■ RECORDED INFORMATION

▼

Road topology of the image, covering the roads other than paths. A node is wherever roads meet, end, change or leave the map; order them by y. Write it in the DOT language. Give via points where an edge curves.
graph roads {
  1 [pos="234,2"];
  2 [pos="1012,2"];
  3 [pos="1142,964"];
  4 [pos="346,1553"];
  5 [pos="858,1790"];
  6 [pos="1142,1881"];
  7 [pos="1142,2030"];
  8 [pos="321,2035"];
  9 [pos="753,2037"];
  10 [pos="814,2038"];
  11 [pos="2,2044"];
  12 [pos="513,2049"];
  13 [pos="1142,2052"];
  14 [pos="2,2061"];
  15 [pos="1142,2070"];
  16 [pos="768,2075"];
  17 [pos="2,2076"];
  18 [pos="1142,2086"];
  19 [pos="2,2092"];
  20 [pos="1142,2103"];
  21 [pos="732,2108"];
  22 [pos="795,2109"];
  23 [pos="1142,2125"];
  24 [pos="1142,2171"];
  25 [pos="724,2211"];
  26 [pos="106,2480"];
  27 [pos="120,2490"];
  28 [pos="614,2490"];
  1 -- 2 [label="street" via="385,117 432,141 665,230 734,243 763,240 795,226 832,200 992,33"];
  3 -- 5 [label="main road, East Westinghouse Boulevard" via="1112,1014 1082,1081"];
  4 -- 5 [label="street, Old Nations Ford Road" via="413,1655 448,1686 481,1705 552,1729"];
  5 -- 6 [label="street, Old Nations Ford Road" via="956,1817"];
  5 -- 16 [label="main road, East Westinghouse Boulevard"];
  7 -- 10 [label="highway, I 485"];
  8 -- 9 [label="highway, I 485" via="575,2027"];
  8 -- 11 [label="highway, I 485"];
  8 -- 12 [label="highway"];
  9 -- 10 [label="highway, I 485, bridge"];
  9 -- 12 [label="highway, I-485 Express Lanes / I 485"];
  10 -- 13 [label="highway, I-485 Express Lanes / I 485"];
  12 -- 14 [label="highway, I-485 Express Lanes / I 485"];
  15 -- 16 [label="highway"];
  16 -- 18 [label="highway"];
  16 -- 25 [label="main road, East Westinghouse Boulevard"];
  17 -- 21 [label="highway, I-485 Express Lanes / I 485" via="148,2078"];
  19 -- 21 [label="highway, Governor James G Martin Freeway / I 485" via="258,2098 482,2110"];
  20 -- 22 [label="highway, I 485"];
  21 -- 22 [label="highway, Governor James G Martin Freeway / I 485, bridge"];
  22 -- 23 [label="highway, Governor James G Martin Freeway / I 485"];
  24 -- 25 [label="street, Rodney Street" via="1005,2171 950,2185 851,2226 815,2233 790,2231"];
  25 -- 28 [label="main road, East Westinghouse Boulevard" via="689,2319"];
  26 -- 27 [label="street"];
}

▲

■ THE TASK
Please show all lines from the entries that contain the word "roads".

■ ANSWER TO THIS TASK
Road topology of the image, covering the roads other than paths. A node is wherever roads meet, end, change or leave the map; order them by y. Write it in the DOT language. Give via points where an edge curves.
graph roads {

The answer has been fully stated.